Independence Municipal Airport is six miles southwest of Independence, in Montgomery County, Kansas. The National Plan of Integrated Airport Systems for 2011–2015 categorized it a general aviation facility.

== History ==
During World War II the facility was Independence Army Airfield and was used for United States Army Air Forces Second Air Force pilot training. Operations started in 1942 and continued through 1945. It was a storage facility for excess equipment and supplies after the war. The airfield was closed by the Air Force in 1947 and ownership was turned over to the City of Independence for use as a municipal airport.
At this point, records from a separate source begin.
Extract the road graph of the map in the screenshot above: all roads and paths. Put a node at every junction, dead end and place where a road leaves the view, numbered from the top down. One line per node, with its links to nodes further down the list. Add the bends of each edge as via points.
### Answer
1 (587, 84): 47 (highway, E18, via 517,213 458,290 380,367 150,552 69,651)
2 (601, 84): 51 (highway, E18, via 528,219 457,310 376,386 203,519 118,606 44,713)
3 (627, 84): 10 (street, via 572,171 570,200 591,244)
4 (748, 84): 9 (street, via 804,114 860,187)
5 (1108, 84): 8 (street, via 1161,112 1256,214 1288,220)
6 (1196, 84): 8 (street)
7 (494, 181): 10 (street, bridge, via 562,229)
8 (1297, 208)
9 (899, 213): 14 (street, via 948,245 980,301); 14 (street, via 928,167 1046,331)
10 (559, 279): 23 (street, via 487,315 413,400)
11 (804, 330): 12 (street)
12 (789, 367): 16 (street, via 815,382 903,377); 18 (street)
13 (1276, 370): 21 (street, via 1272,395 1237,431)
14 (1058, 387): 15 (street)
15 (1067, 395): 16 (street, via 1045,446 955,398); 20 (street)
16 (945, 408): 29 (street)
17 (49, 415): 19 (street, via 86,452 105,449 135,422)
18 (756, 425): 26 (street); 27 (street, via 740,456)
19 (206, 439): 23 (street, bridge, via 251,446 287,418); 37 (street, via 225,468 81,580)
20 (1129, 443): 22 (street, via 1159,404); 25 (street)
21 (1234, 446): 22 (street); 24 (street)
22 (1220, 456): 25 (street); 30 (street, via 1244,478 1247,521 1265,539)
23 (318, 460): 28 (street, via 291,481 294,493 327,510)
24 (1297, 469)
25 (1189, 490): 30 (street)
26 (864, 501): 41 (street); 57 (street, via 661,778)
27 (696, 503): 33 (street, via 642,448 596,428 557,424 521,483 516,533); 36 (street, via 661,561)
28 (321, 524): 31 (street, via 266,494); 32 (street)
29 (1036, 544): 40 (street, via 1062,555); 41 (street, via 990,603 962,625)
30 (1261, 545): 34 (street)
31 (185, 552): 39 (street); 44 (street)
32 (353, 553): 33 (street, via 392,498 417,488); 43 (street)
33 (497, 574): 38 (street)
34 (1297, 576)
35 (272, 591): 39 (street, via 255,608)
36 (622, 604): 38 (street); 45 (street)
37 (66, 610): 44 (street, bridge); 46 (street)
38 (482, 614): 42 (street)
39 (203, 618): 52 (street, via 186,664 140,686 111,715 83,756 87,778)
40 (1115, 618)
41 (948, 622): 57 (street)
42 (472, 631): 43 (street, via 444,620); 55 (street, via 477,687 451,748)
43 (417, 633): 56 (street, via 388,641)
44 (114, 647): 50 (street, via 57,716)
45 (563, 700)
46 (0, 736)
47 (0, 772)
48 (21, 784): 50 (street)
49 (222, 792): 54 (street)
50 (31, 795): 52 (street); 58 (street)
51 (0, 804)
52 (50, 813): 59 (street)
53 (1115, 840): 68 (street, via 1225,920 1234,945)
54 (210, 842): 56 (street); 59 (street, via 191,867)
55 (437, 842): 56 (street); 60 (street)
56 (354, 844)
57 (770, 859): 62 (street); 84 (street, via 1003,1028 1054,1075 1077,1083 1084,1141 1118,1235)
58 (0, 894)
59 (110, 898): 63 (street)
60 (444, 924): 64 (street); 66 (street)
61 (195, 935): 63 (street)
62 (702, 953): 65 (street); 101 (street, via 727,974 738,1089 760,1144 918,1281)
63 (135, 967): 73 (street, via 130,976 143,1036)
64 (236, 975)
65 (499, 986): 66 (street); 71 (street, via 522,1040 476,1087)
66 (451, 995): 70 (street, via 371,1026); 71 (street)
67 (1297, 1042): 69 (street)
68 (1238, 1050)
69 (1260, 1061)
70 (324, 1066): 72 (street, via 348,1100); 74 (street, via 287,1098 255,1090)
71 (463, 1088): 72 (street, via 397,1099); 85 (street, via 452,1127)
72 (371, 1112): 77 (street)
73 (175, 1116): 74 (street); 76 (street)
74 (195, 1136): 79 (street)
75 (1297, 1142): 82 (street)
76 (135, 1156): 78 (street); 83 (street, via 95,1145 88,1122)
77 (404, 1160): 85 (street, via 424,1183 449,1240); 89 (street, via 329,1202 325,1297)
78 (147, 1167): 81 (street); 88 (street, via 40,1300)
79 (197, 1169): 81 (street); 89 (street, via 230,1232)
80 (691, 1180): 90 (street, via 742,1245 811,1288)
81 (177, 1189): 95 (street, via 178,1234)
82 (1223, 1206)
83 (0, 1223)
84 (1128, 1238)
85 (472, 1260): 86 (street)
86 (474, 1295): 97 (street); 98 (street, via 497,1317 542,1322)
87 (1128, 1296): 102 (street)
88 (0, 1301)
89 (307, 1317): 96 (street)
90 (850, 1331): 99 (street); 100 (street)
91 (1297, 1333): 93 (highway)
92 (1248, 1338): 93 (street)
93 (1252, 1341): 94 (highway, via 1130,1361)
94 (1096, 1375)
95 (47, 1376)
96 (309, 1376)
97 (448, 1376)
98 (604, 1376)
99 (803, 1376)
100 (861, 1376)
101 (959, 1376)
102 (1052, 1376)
The airport has been annexed by the city, and is one of the city's industrial parks. In 2008 tower operations commenced with the first takeoff clearance given to a newly built Cessna 172R. Industries at the airport include Aviation Controls, Inc., Cessna and Kansas Aviation. The tower has since closed.

== Facilities==
The airport covers 1,433 acres (580 ha) at an elevation of 825 feet (251 m). It has two asphalt runways: 17/35 is 5,501 by 100 feet (1,677 x 30 m) and 4/22 is 3,402 by 60 feet (1,037 x 18 m).

In the year ending September 22, 2010 the airport had 10,600 aircraft operations, average 29 per day: 86% general aviation, 13% air taxi, and 1% military. 20 aircraft were then based at the airport: 80% single-engine, 10% multi-engine, and 10% ultralight.